● SOURCE RECORDS
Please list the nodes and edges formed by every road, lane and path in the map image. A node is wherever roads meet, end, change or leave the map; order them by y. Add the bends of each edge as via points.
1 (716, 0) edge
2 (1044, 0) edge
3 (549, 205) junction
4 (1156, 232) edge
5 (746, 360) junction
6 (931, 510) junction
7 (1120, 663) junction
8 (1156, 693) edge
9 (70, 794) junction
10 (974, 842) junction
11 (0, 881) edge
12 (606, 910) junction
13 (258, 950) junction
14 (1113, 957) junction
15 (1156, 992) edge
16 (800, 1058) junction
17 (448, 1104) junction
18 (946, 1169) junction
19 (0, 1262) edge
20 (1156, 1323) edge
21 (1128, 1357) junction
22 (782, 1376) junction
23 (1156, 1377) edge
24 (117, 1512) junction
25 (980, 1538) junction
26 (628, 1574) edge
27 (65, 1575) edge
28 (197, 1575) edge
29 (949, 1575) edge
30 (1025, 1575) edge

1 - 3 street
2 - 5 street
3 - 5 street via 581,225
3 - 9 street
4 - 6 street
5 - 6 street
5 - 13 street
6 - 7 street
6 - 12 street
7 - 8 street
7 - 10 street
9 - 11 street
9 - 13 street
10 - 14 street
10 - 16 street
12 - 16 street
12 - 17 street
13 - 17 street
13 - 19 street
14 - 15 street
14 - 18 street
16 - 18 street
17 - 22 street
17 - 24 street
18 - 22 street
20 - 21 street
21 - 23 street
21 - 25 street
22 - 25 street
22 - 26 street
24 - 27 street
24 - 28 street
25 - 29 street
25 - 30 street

--

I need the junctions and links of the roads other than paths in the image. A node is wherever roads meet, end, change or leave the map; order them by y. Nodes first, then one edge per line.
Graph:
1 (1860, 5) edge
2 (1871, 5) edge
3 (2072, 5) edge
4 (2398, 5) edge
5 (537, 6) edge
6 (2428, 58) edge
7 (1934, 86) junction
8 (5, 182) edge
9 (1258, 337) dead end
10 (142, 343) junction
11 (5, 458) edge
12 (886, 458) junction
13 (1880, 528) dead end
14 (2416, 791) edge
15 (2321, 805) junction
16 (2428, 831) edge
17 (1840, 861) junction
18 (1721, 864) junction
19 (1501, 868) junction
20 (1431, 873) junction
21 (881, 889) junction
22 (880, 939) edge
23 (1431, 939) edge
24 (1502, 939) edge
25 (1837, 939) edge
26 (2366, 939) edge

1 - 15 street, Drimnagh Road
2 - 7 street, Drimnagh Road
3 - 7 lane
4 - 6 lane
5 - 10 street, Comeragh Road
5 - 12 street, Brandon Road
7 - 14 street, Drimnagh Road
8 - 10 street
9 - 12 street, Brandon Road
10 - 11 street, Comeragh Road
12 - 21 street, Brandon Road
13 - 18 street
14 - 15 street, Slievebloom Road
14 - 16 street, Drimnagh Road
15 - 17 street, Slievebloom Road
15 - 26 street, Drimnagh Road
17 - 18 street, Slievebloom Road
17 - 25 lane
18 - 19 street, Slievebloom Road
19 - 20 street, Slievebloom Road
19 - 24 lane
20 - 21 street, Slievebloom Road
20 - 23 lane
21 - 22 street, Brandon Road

● DESCRIPTION OF THE TASK
Tell how many lines in the data include the string "them". Reply with the number and no other text.

● ANSWER SECTION
2